▶ RECORDED DATA
[Start of Attachment]

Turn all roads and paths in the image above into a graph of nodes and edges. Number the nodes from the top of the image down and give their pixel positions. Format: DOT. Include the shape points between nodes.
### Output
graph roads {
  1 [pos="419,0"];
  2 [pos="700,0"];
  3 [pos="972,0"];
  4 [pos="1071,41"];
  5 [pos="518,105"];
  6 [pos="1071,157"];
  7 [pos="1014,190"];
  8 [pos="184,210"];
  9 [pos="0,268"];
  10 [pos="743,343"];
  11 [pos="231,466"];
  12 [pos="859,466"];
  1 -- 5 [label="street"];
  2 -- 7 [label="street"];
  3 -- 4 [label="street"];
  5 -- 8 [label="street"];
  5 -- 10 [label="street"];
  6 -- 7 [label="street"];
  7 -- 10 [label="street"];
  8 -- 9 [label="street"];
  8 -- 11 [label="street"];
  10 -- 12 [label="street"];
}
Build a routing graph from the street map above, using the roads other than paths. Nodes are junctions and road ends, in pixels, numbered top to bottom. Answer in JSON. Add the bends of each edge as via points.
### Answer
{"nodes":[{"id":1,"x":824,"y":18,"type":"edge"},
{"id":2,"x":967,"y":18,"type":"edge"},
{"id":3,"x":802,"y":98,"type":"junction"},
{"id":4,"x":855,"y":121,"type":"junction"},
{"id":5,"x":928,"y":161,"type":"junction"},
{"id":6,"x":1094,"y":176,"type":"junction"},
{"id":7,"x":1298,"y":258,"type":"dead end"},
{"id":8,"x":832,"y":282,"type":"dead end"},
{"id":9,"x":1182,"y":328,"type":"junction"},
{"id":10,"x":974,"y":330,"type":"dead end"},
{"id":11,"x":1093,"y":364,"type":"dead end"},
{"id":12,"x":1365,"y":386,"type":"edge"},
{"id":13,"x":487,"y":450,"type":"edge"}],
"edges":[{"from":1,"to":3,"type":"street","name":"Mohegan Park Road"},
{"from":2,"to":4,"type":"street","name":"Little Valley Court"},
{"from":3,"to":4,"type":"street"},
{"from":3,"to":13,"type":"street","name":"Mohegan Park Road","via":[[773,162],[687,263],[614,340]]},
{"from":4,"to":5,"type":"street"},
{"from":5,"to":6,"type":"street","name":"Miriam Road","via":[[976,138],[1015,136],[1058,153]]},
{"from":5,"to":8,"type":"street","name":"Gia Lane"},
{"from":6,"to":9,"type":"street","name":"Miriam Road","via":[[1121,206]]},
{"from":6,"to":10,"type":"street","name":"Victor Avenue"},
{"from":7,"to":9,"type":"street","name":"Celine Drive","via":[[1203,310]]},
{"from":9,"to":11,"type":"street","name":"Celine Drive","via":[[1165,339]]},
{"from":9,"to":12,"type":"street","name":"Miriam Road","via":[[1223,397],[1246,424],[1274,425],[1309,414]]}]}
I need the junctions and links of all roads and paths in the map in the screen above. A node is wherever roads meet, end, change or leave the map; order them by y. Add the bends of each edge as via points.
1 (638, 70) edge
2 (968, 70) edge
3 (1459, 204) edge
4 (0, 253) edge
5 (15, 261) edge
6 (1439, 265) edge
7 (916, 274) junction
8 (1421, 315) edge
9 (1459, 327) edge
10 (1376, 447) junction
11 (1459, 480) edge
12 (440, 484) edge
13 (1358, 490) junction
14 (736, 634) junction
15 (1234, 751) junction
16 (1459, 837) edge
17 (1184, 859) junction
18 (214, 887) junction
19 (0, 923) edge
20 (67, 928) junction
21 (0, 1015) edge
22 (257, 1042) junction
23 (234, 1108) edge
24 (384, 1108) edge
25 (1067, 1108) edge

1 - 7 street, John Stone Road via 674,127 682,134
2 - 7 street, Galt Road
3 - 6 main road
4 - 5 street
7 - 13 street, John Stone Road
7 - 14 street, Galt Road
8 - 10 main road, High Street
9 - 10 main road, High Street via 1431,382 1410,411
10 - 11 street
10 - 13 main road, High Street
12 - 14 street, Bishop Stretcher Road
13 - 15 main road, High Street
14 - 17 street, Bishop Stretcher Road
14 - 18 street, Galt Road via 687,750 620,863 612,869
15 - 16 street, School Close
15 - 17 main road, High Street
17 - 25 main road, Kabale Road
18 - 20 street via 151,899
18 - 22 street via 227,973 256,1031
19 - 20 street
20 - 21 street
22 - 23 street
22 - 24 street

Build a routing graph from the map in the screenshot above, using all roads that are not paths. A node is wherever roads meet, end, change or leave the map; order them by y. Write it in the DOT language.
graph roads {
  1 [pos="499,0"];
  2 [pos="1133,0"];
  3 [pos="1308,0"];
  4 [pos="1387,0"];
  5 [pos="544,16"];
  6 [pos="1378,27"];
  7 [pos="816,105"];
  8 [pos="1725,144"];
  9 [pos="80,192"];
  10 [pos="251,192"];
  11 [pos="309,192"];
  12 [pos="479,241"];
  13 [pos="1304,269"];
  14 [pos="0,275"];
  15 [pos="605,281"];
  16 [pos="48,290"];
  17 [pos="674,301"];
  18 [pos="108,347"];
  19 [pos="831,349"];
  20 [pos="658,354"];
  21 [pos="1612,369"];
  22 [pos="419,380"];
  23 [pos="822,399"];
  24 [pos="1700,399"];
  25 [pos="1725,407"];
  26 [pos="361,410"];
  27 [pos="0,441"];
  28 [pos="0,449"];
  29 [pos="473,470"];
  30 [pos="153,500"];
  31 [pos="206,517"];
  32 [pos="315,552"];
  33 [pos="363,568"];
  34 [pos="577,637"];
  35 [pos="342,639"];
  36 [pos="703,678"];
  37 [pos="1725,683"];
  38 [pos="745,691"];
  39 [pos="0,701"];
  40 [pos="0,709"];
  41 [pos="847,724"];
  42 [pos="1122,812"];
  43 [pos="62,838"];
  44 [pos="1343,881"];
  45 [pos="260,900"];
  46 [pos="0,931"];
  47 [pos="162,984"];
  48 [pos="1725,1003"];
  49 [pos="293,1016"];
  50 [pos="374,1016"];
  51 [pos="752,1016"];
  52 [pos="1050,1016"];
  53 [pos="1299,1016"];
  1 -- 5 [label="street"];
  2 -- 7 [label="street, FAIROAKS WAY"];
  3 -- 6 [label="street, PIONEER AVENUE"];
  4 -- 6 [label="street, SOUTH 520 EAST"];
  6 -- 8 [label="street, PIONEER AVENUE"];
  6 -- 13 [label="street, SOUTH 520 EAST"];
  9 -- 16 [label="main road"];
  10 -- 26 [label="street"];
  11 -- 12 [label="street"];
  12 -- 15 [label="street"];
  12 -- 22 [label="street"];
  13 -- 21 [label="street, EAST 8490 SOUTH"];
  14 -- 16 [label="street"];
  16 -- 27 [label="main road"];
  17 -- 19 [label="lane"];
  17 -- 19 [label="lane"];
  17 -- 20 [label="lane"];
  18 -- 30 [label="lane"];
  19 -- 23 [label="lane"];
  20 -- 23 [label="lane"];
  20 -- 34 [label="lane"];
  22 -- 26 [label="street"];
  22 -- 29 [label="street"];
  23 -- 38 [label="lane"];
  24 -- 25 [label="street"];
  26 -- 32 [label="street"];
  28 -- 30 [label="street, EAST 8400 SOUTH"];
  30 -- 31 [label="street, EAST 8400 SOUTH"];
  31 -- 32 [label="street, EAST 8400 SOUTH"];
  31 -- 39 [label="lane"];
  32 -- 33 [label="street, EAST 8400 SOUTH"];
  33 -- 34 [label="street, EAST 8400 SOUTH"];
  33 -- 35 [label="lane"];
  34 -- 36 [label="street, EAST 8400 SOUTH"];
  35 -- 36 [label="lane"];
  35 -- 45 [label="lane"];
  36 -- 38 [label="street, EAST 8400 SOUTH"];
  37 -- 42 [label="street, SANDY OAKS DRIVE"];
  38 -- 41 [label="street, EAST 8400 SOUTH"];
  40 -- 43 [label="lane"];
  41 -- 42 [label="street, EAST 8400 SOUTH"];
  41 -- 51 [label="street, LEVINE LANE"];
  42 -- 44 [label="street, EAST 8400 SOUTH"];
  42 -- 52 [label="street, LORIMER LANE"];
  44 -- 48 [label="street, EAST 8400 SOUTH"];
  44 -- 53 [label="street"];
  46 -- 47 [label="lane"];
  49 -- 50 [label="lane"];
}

[End of Attachment]

▶ INSTRUCTIONS TO FOLLOW
Could you count the lines in the material above that include the word "John"? Give the count alone.

▶ FINAL ANSWER
2